> [Source records]:

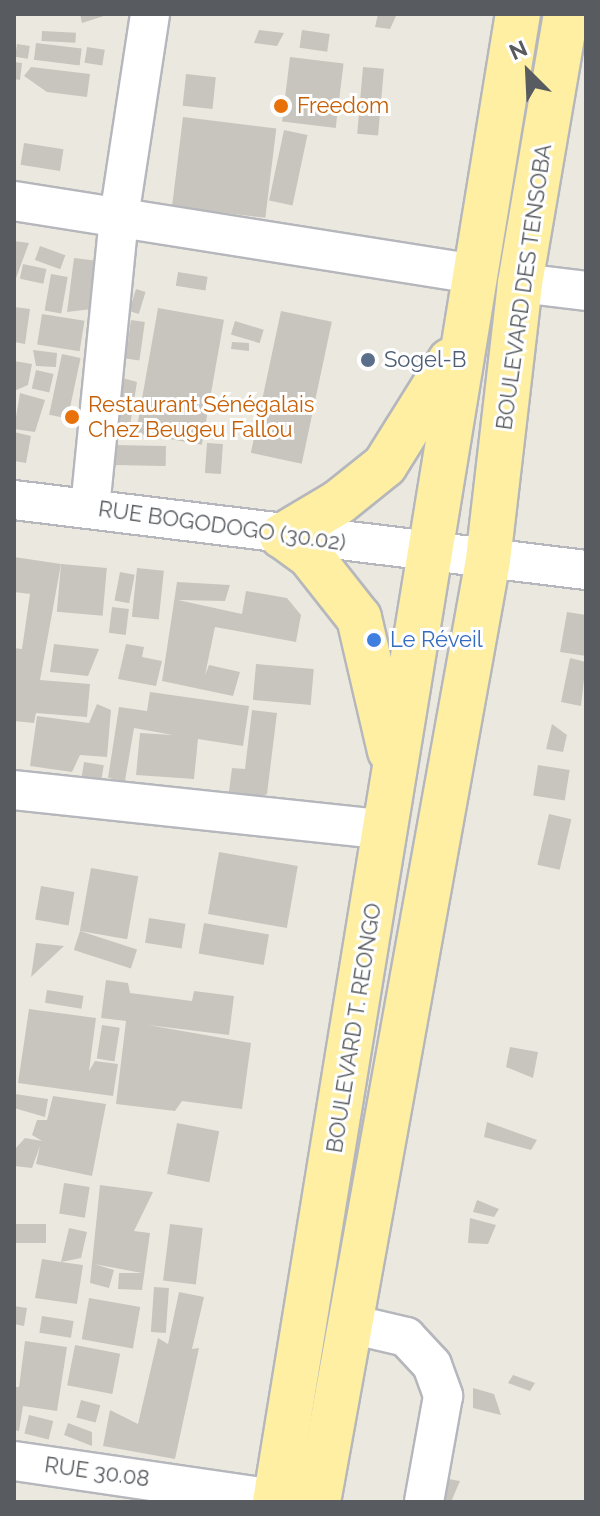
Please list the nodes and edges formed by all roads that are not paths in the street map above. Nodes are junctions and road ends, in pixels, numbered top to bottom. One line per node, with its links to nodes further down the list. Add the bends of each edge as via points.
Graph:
1 (150, 14): 5 (street)
2 (518, 14): 6 (main road)
3 (566, 14): 7 (main road, BOULEVARD DES TENSOBA)
4 (14, 201): 5 (street)
5 (119, 217): 6 (street); 11 (street)
6 (474, 274): 9 (main road)
7 (520, 283): 8 (street); 14 (main road, BOULEVARD DES TENSOBA)
8 (586, 291)
9 (460, 343): 12 (main road, via 385,465 349,496); 13 (main road)
10 (14, 500): 11 (street, RUE BOGODOGO (30.02))
11 (90, 508): 12 (street, RUE BOGODOGO (30.02))
12 (282, 536): 13 (street, RUE BOGODOGO (30.02)); 16 (main road, via 317,564 359,618)
13 (431, 554): 14 (street, RUE BOGODOGO (30.02)); 16 (main road, BOULEVARD T. REONGO)
14 (488, 560): 15 (street, RUE BOGODOGO (30.02)); 19 (main road, BOULEVARD T. REONGO)
15 (586, 570)
16 (395, 776): 18 (main road, BOULEVARD T. REONGO)
17 (15, 794): 18 (street)
18 (386, 830): 21 (main road, BOULEVARD T. REONGO)
19 (351, 1324): 21 (main road, BOULEVARD T. REONGO); 22 (street, via 406,1337 432,1365 443,1396)
20 (14, 1461): 21 (street, RUE 30.08)
21 (291, 1501)
22 (424, 1502)

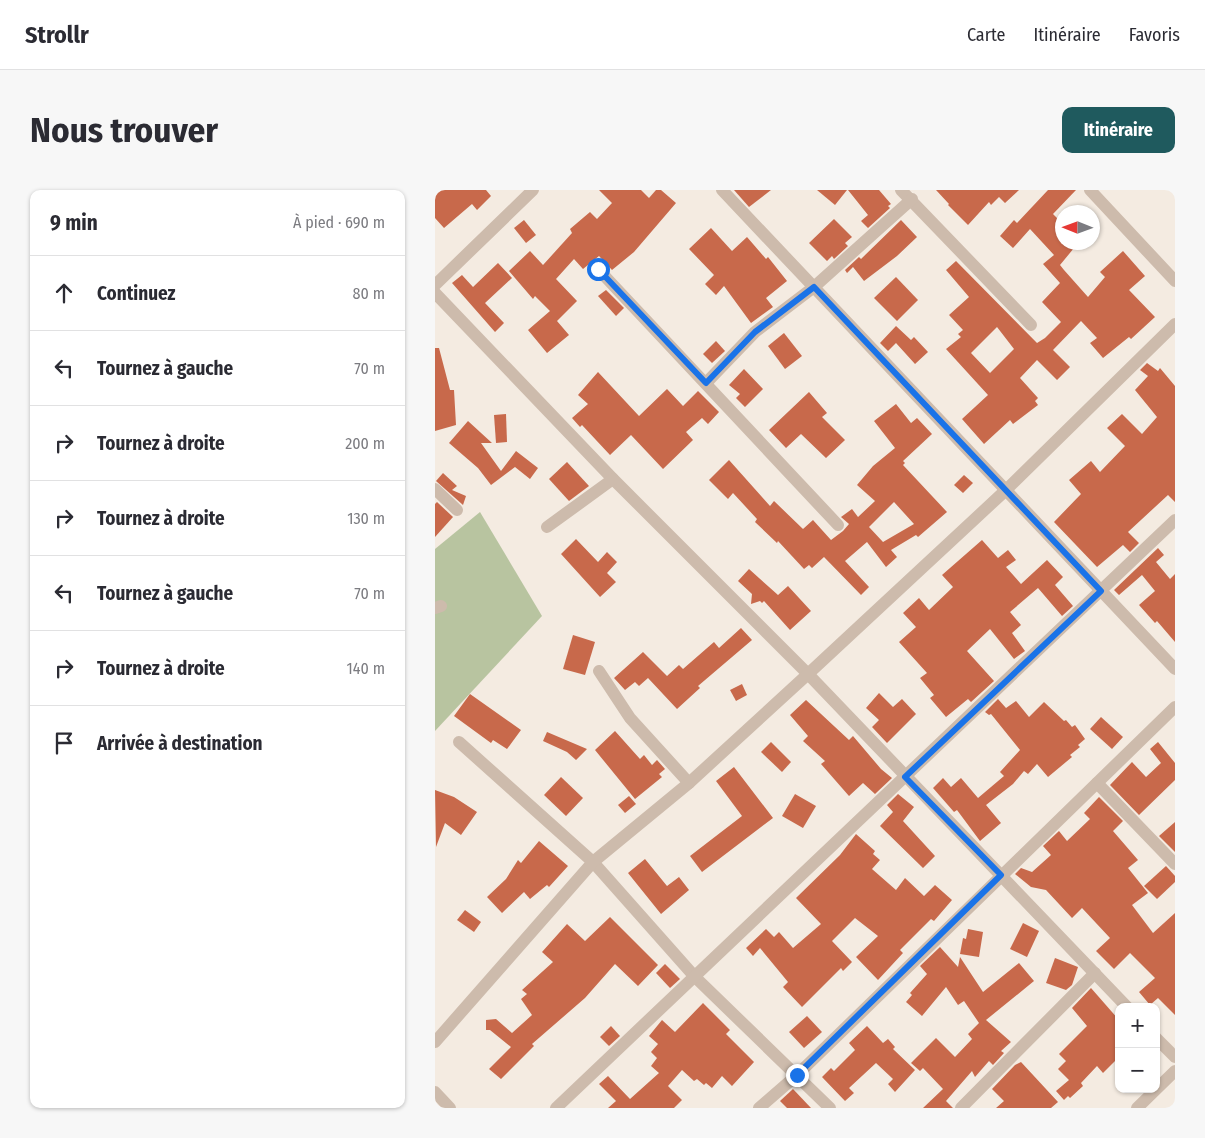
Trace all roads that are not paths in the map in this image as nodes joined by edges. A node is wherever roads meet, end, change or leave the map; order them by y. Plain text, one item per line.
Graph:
1 (533, 190) edge
2 (722, 190) edge
3 (901, 190) edge
4 (1090, 190) edge
5 (912, 199) junction
6 (598, 269) dead end
7 (437, 280) edge
8 (1175, 280) edge
9 (814, 287) junction
10 (435, 293) edge
11 (1175, 324) edge
12 (1031, 325) dead end
13 (706, 383) junction
14 (613, 479) junction
15 (435, 489) edge
16 (1006, 490) junction
17 (457, 510) dead end
18 (1175, 520) edge
19 (839, 525) dead end
20 (547, 527) dead end
21 (1101, 591) junction
22 (1175, 669) edge
23 (599, 670) dead end
24 (807, 674) junction
25 (1175, 707) edge
26 (459, 742) dead end
27 (905, 777) junction
28 (1097, 782) junction
29 (689, 783) junction
30 (593, 862) junction
31 (1175, 864) edge
32 (1001, 875) junction
33 (1095, 973) junction
34 (695, 977) junction
35 (1123, 1003) edge
36 (435, 1042) edge
37 (1160, 1042) edge
38 (1175, 1057) edge
39 (1175, 1071) edge
40 (797, 1075) junction
41 (435, 1092) edge
42 (450, 1108) edge
43 (556, 1108) edge
44 (759, 1108) edge
45 (830, 1108) edge
46 (961, 1108) edge
47 (1137, 1108) edge

1 - 7 street
2 - 9 street
3 - 5 street
4 - 8 street
5 - 9 street
5 - 12 street
6 - 13 street
9 - 13 street
9 - 16 street
10 - 14 street
11 - 16 street
13 - 19 street
14 - 20 street
14 - 24 street
15 - 17 street
16 - 21 street
16 - 24 street
18 - 21 street
21 - 22 street
21 - 27 street
23 - 29 street
24 - 27 street
24 - 29 street
25 - 28 street
26 - 30 street
27 - 32 street
27 - 34 street
28 - 31 street
28 - 32 street
29 - 30 street
30 - 34 street
30 - 36 street
32 - 33 street
32 - 40 street
33 - 35 street
33 - 46 street
34 - 40 street
34 - 43 street
37 - 38 street
39 - 47 street
40 - 44 street
40 - 45 street
41 - 42 street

> [What you should do]: The entries are to be printed exactly as written; the pictures are to be left out.

> [Result of the task]:
Please list the nodes and edges formed by all roads that are not paths in the street map above. Nodes are junctions and road ends, in pixels, numbered top to bottom. One line per node, with its links to nodes further down the list. Add the bends of each edge as via points.
Graph:
1 (150, 14): 5 (street)
2 (518, 14): 6 (main road)
3 (566, 14): 7 (main road, BOULEVARD DES TENSOBA)
4 (14, 201): 5 (street)
5 (119, 217): 6 (street); 11 (street)
6 (474, 274): 9 (main road)
7 (520, 283): 8 (street); 14 (main road, BOULEVARD DES TENSOBA)
8 (586, 291)
9 (460, 343): 12 (main road, via 385,465 349,496); 13 (main road)
10 (14, 500): 11 (street, RUE BOGODOGO (30.02))
11 (90, 508): 12 (street, RUE BOGODOGO (30.02))
12 (282, 536): 13 (street, RUE BOGODOGO (30.02)); 16 (main road, via 317,564 359,618)
13 (431, 554): 14 (street, RUE BOGODOGO (30.02)); 16 (main road, BOULEVARD T. REONGO)
14 (488, 560): 15 (street, RUE BOGODOGO (30.02)); 19 (main road, BOULEVARD T. REONGO)
15 (586, 570)
16 (395, 776): 18 (main road, BOULEVARD T. REONGO)
17 (15, 794): 18 (street)
18 (386, 830): 21 (main road, BOULEVARD T. REONGO)
19 (351, 1324): 21 (main road, BOULEVARD T. REONGO); 22 (street, via 406,1337 432,1365 443,1396)
20 (14, 1461): 21 (street, RUE 30.08)
21 (291, 1501)
22 (424, 1502)

Trace all roads that are not paths in the map in this image as nodes joined by edges. A node is wherever roads meet, end, change or leave the map; order them by y. Plain text, one item per line.
Graph:
1 (533, 190) edge
2 (722, 190) edge
3 (901, 190) edge
4 (1090, 190) edge
5 (912, 199) junction
6 (598, 269) dead end
7 (437, 280) edge
8 (1175, 280) edge
9 (814, 287) junction
10 (435, 293) edge
11 (1175, 324) edge
12 (1031, 325) dead end
13 (706, 383) junction
14 (613, 479) junction
15 (435, 489) edge
16 (1006, 490) junction
17 (457, 510) dead end
18 (1175, 520) edge
19 (839, 525) dead end
20 (547, 527) dead end
21 (1101, 591) junction
22 (1175, 669) edge
23 (599, 670) dead end
24 (807, 674) junction
25 (1175, 707) edge
26 (459, 742) dead end
27 (905, 777) junction
28 (1097, 782) junction
29 (689, 783) junction
30 (593, 862) junction
31 (1175, 864) edge
32 (1001, 875) junction
33 (1095, 973) junction
34 (695, 977) junction
35 (1123, 1003) edge
36 (435, 1042) edge
37 (1160, 1042) edge
38 (1175, 1057) edge
39 (1175, 1071) edge
40 (797, 1075) junction
41 (435, 1092) edge
42 (450, 1108) edge
43 (556, 1108) edge
44 (759, 1108) edge
45 (830, 1108) edge
46 (961, 1108) edge
47 (1137, 1108) edge

1 - 7 street
2 - 9 street
3 - 5 street
4 - 8 street
5 - 9 street
5 - 12 street
6 - 13 street
9 - 13 street
9 - 16 street
10 - 14 street
11 - 16 street
13 - 19 street
14 - 20 street
14 - 24 street
15 - 17 street
16 - 21 street
16 - 24 street
18 - 21 street
21 - 22 street
21 - 27 street
23 - 29 street
24 - 27 street
24 - 29 street
25 - 28 street
26 - 30 street
27 - 32 street
27 - 34 street
28 - 31 street
28 - 32 street
29 - 30 street
30 - 34 street
30 - 36 street
32 - 33 street
32 - 40 street
33 - 35 street
33 - 46 street
34 - 40 street
34 - 43 street
37 - 38 street
39 - 47 street
40 - 44 street
40 - 45 street
41 - 42 street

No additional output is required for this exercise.